The L.A. area is home to about 2,000 immigrants who have been ordered to leave the U.S. but remain because no other nation will recognize them.

By Anna Gorman

Times Staff Writer

November 6, 2005

Months after being ordered deported, Karen Vanian walked out of an immigration detention facility in San Pedro and headed to his family’s house in Tujunga.

“Freedom,” he said, holding a plastic bag of his belongings. “I just can’t stop smiling.”

In October, immigration authorities released Vanian — a convicted felon who served a sentence for carrying a loaded firearm — because they could not get a valid passport to deport him.

Vanian is ethnic Armenian, but Armenia has no record of his citizenship. The only passport he holds is an expired one from the former Soviet Union, to which that country had belonged.

“He is a native of the USSR, and there is no such thing as the USSR,” said his attorney, Victoria Bezman. “He is stateless. What options does he have?”

For now, he can work legally in the United States.

Vanian is one of thousands of immigrants across the country who have served time for crimes and subsequently been ordered deported but are still here because the United States cannot get passports or visas for them.

Some are from countries such as Cuba that do not have diplomatic relations with the United States.

Others are from African countries where international borders have shifted or where political turmoil has made it impossible to locate records.

Still others, including many Palestinians, were born in refugee camps and do not belong to any country.

Immigration authorities are bound by a U.S. Supreme Court decision that prohibits keeping detainees for more than six months beyond their prison sentences if deportation is unlikely.

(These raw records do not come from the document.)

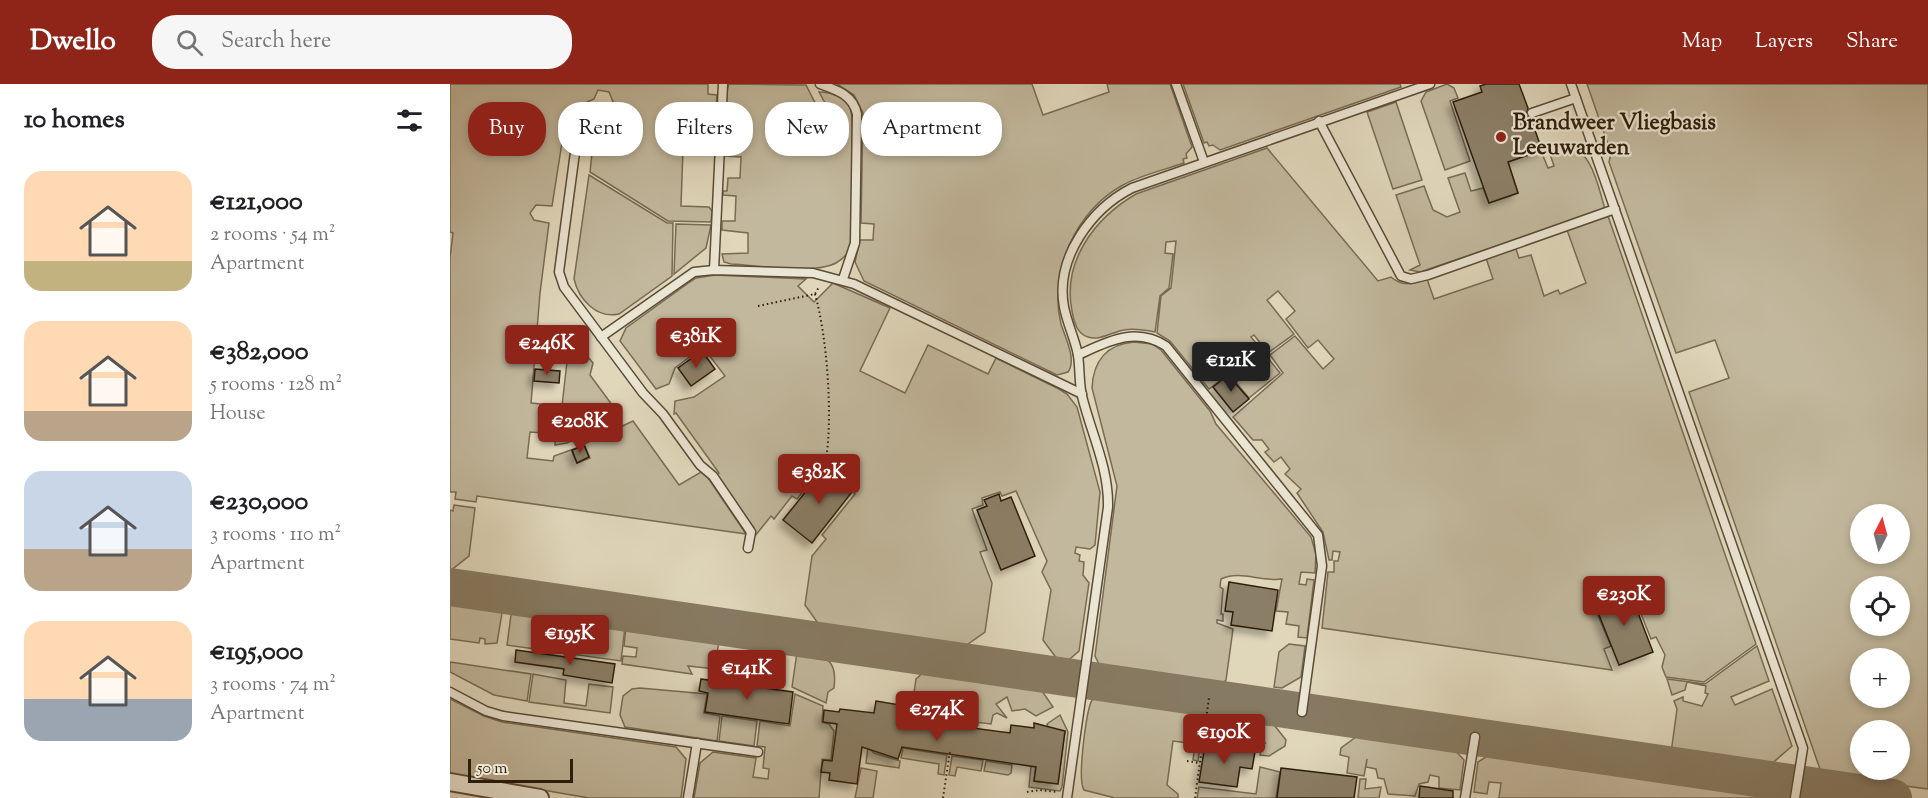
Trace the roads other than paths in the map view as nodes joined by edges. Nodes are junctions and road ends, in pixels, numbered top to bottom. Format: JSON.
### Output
{"nodes":[{"id":1,"x":723,"y":84,"type":"edge"},
{"id":2,"x":820,"y":84,"type":"edge"},
{"id":3,"x":1176,"y":84,"type":"edge"},
{"id":4,"x":1430,"y":84,"type":"edge"},
{"id":5,"x":1571,"y":84,"type":"edge"},
{"id":6,"x":1576,"y":98,"type":"junction"},
{"id":7,"x":1532,"y":113,"type":"dead end"},
{"id":8,"x":1319,"y":122,"type":"junction"},
{"id":9,"x":575,"y":156,"type":"edge"},
{"id":10,"x":1204,"y":162,"type":"junction"},
{"id":11,"x":1615,"y":209,"type":"junction"},
{"id":12,"x":714,"y":270,"type":"junction"},
{"id":13,"x":843,"y":279,"type":"junction"},
{"id":14,"x":601,"y":337,"type":"junction"},
{"id":15,"x":1078,"y":355,"type":"junction"},
{"id":16,"x":1082,"y":394,"type":"junction"},
{"id":17,"x":748,"y":548,"type":"dead end"},
{"id":18,"x":450,"y":692,"type":"edge"},
{"id":19,"x":1302,"y":712,"type":"dead end"},
{"id":20,"x":1474,"y":737,"type":"dead end"},
{"id":21,"x":697,"y":743,"type":"junction"},
{"id":22,"x":758,"y":752,"type":"dead end"},
{"id":23,"x":450,"y":782,"type":"edge"},
{"id":24,"x":540,"y":798,"type":"edge"},
{"id":25,"x":688,"y":798,"type":"edge"},
{"id":26,"x":1067,"y":798,"type":"edge"},
{"id":27,"x":1073,"y":798,"type":"edge"},
{"id":28,"x":1465,"y":798,"type":"edge"},
{"id":29,"x":1795,"y":798,"type":"edge"}],
"edges":[{"from":1,"to":12,"type":"lane"},
{"from":2,"to":13,"type":"lane"},
{"from":3,"to":10,"type":"lane"},
{"from":4,"to":8,"type":"lane"},
{"from":5,"to":6,"type":"lane"},
{"from":6,"to":7,"type":"lane"},
{"from":6,"to":11,"type":"lane"},
{"from":8,"to":10,"type":"lane"},
{"from":8,"to":11,"type":"lane"},
{"from":9,"to":14,"type":"lane"},
{"from":10,"to":15,"type":"lane"},
{"from":11,"to":29,"type":"lane"},
{"from":12,"to":13,"type":"lane"},
{"from":12,"to":14,"type":"lane"},
{"from":13,"to":16,"type":"lane"},
{"from":14,"to":17,"type":"lane"},
{"from":15,"to":16,"type":"lane"},
{"from":15,"to":19,"type":"lane"},
{"from":16,"to":26,"type":"lane"},
{"from":18,"to":21,"type":"lane"},
{"from":20,"to":28,"type":"lane"},
{"from":21,"to":22,"type":"lane"},
{"from":21,"to":25,"type":"lane"},
{"from":23,"to":24,"type":"street"},
{"from":26,"to":27,"type":"lane"}]}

In some cases, the government finds a third country to accept the immigrants, but more end up back on U.S. streets.

Immigrants are subject to deportation if they are in the country illegally or are green-card holders convicted of serious crimes.

Just in the Los Angeles area, about 2,000 immigrants have been ordered deported but have been released under certain conditions, such as reporting their whereabouts regularly.

Of those, roughly 50% to 60% were released because no travel documents could be obtained from their country of origin, according to officials with Immigration and Customs Enforcement.

“People think that once somebody is ordered deported, it’s bon voyage,” said ICE spokeswoman Virginia Kice. “It’s not that simple.”

The threshold to keep these immigrants in custody is extremely high, she said — for instance, national security or terrorism concerns.

In an effort to send more of the criminal immigrants home, the Department of Homeland Security is starting “aggressive dialogues” with foreign governments that do not typically issue travel documents, said spokesman Jarrod Agen.

“We often find that people who are removable sit in our detention facilities — simply because the foreign country has failed to give us a ‘travel document’ agreeing to take its citizen back,” Homeland Security Secretary Michael Chertoff said in written testimony to the Senate Judiciary Committee last month. “We must make this a top priority in our bilateral relationships around the world.”

Attorneys for the immigrants say some are not released after six months as required, even if their deportation is unlikely.

The Catholic Legal Immigration Network, which provides legal services to immigrants, published a report in September concluding that there were inconsistencies in how immigration offices around the country handled such cases. The report attributed the problems in part to understaffed immigration offices and insufficient records.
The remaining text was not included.